Assume if there are two same grad parameters, (3, 4) and (3, 4) which l2 norm are 5. And given max_norm is 5.
I think parameters’ value will be not changed by this func. But it did.

Now, total_norm is 50 ** 0.5 almost equal to 7.07. So updated value is (3*5/7.07, 4*5/7.07)=(2.12, 2.83)
So it depends on number of parameters because of total_norm.
How do I usually use this func and set max_norm?
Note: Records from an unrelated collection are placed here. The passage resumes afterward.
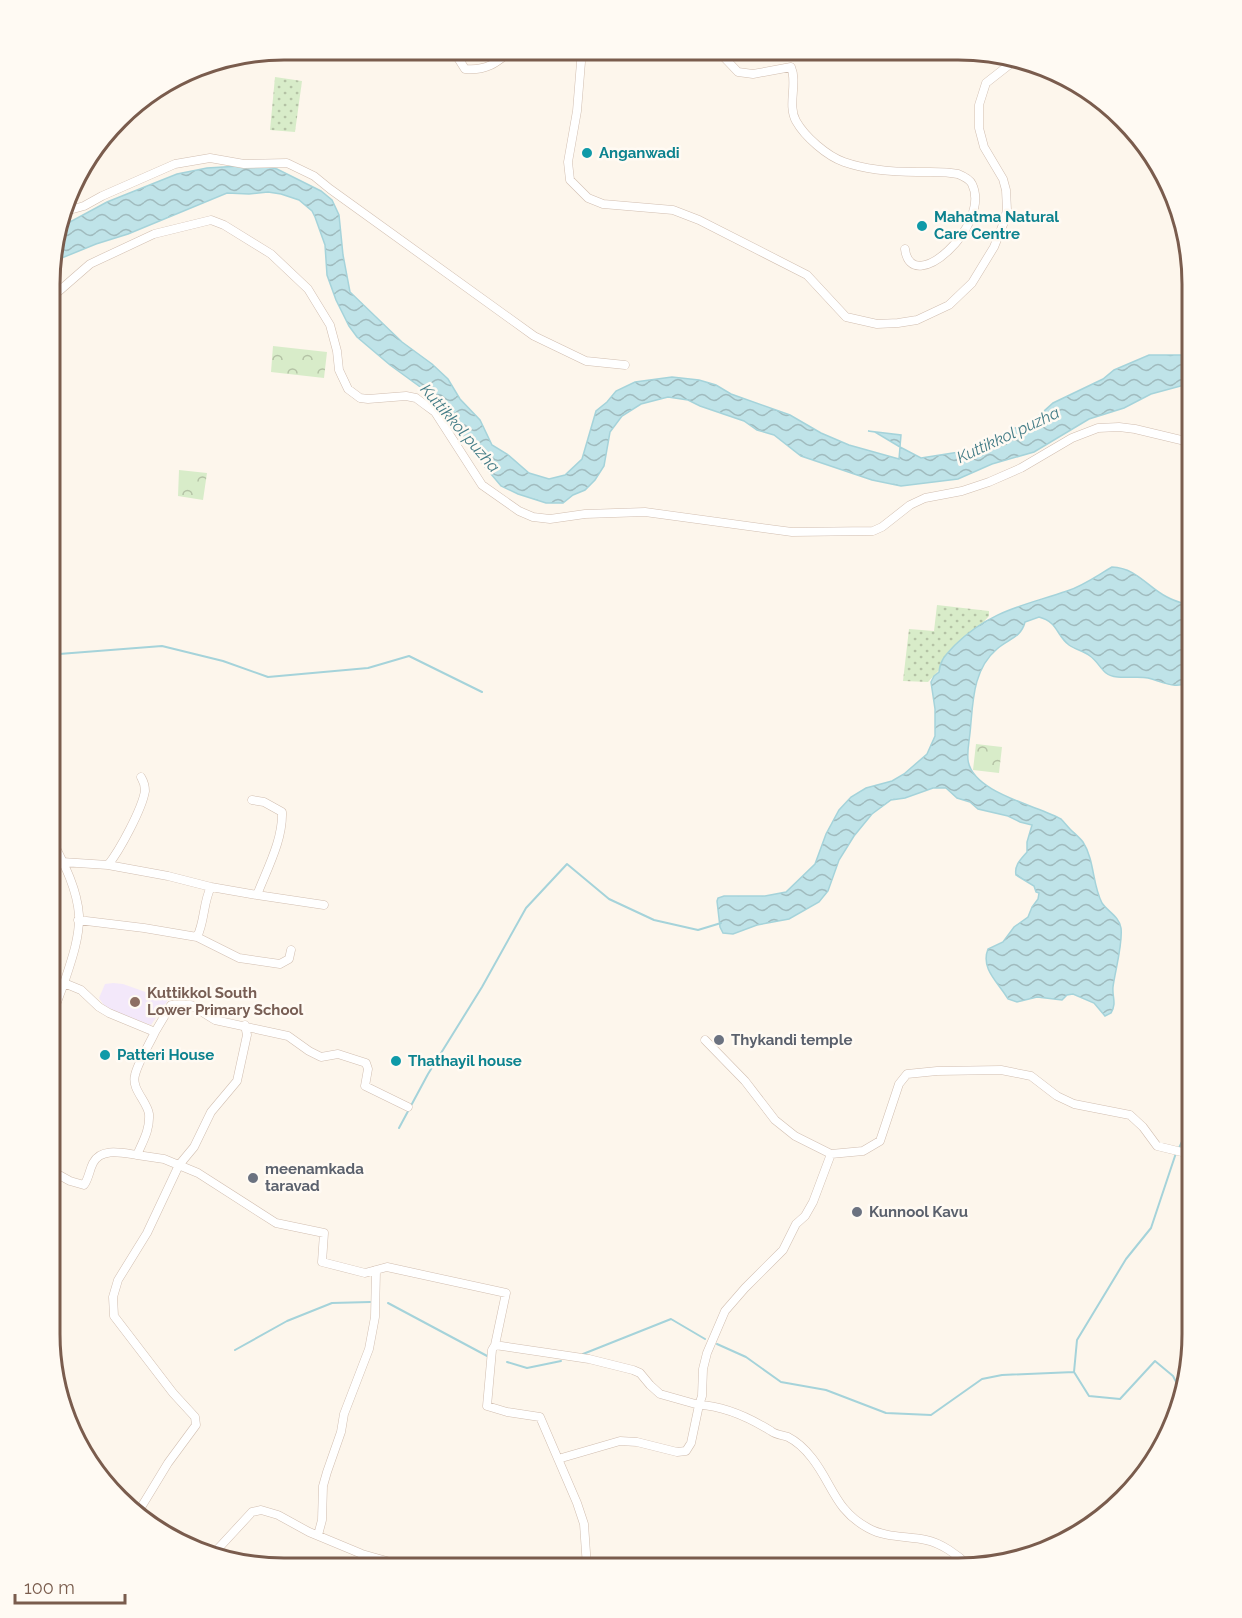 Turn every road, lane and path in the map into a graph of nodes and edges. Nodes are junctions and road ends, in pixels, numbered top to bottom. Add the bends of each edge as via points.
1 (459, 60) edge
2 (500, 60) edge
3 (580, 60) edge
4 (727, 60) edge
5 (1008, 66) edge
6 (73, 209) edge
7 (905, 249) dead end
8 (60, 290) edge
9 (625, 365) dead end
10 (1182, 441) edge
11 (141, 777) dead end
12 (252, 800) dead end
13 (60, 858) edge
14 (62, 862) junction
15 (108, 865) junction
16 (211, 886) junction
17 (257, 895) junction
18 (324, 905) dead end
19 (78, 920) junction
20 (197, 937) junction
21 (291, 950) dead end
22 (64, 983) junction
23 (60, 994) edge
24 (246, 1025) junction
25 (155, 1032) junction
26 (705, 1040) dead end
27 (408, 1107) dead end
28 (1182, 1152) edge
29 (137, 1155) junction
30 (831, 1155) junction
31 (179, 1165) junction
32 (60, 1176) edge
33 (376, 1270) junction
34 (495, 1345) junction
35 (699, 1405) junction
36 (558, 1459) junction
37 (142, 1507) edge
38 (318, 1536) junction
39 (219, 1548) edge
40 (376, 1558) edge
41 (586, 1558) edge
42 (959, 1558) edge

1 - 2 street via 465,69 479,70
3 - 5 street via 577,111 567,162 570,180 588,198 603,204 673,210 699,220 807,275 846,317 877,324 917,320 949,305 972,283 994,247 1007,210 1006,190 981,137 979,105 986,83
4 - 7 street via 738,72 753,74 790,67 794,74 791,86 795,120 835,158 878,170 958,174 971,181 974,208 962,236 948,253 933,263 918,265 910,262
6 - 9 street via 185,162 210,158 244,164 287,163 314,176 534,336 586,361
8 - 10 street via 90,264 154,234 211,220 224,225 271,254 308,289 330,325 339,370 348,389 360,398 416,398 435,412 482,485 533,517 645,512 792,532 873,531 910,505 989,482 1098,428 1135,429
11 - 15 street via 145,784 141,802
12 - 17 street via 282,812 280,830
13 - 14 street
14 - 15 street
14 - 19 street via 72,885
15 - 16 street
16 - 17 street
16 - 20 street
17 - 18 street
19 - 20 street
19 - 22 street
20 - 21 street via 239,958 280,964 290,959
22 - 23 street
22 - 25 street via 81,990 109,1013
24 - 25 street via 215,1020 191,1005 180,1003 171,1005
24 - 27 street via 288,1036 321,1056 338,1054 366,1063 365,1086
24 - 31 street via 237,1081 211,1112 194,1147
25 - 29 street via 134,1076 148,1112 146,1138
26 - 30 street via 745,1081 775,1120
28 - 30 street via 1157,1146 1130,1115 1074,1104 1031,1077 1001,1070 906,1074 880,1141 863,1150
29 - 31 street
29 - 32 street via 119,1152 97,1157 84,1185
30 - 35 street via 813,1202 796,1224 783,1251 725,1311 707,1353
31 - 33 street via 276,1223 324,1233 322,1262 365,1273
31 - 37 street via 147,1233 118,1280 113,1297 114,1316 195,1417 196,1425
33 - 34 street via 387,1267 506,1293
33 - 38 street via 375,1317 369,1349 344,1414 323,1486
34 - 35 street via 589,1359 640,1372 660,1394
34 - 36 street via 487,1406 540,1417
35 - 36 street via 686,1451 620,1441
35 - 42 street via 751,1419 801,1445 836,1500 869,1529 929,1540
36 - 41 street via 578,1503
38 - 39 street via 261,1510 247,1516
38 - 40 street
I found only one example of using this func.

github.com

pytorch/examples/blob/master/word_language_model/main.py#L162


data, targets = get_batch(train_data, i)
# Starting each batch, we detach the hidden state from how it was previously produced.
# If we didn't, the model would try backpropagating all the way to start of the dataset.
hidden = repackage_hidden(hidden)
model.zero_grad()
output, hidden = model(data, hidden)
loss = criterion(output.view(-1, ntokens), targets)
loss.backward()


# `clip_grad_norm` helps prevent the exploding gradient problem in RNNs / LSTMs.
torch.nn.utils.clip_grad_norm(model.parameters(), args.clip)
for p in model.parameters():
    p.data.add_(-lr, p.grad.data)


total_loss += loss.data


if batch % args.log_interval == 0 and batch > 0:
    cur_loss = total_loss[0] / args.log_interval
    elapsed = time.time() - start_time
    print('| epoch {:3d} | {:5d}/{:5d} batches | lr {:02.2f} | ms/batch {:5.2f} | '
            'loss {:5.2f} | ppl {:8.2f}'.format(

Vijay_Dubey · January 6, 2018, 7:03am

Please reply on this
I have a similar query.

Thanks

jef · January 16, 2018, 11:48pm

Hope some answers.

iwtw · June 15, 2018, 7:34am

I found the explanation here doc
“The norm is computed over all gradients together, as if they were concatenated into a single vector.”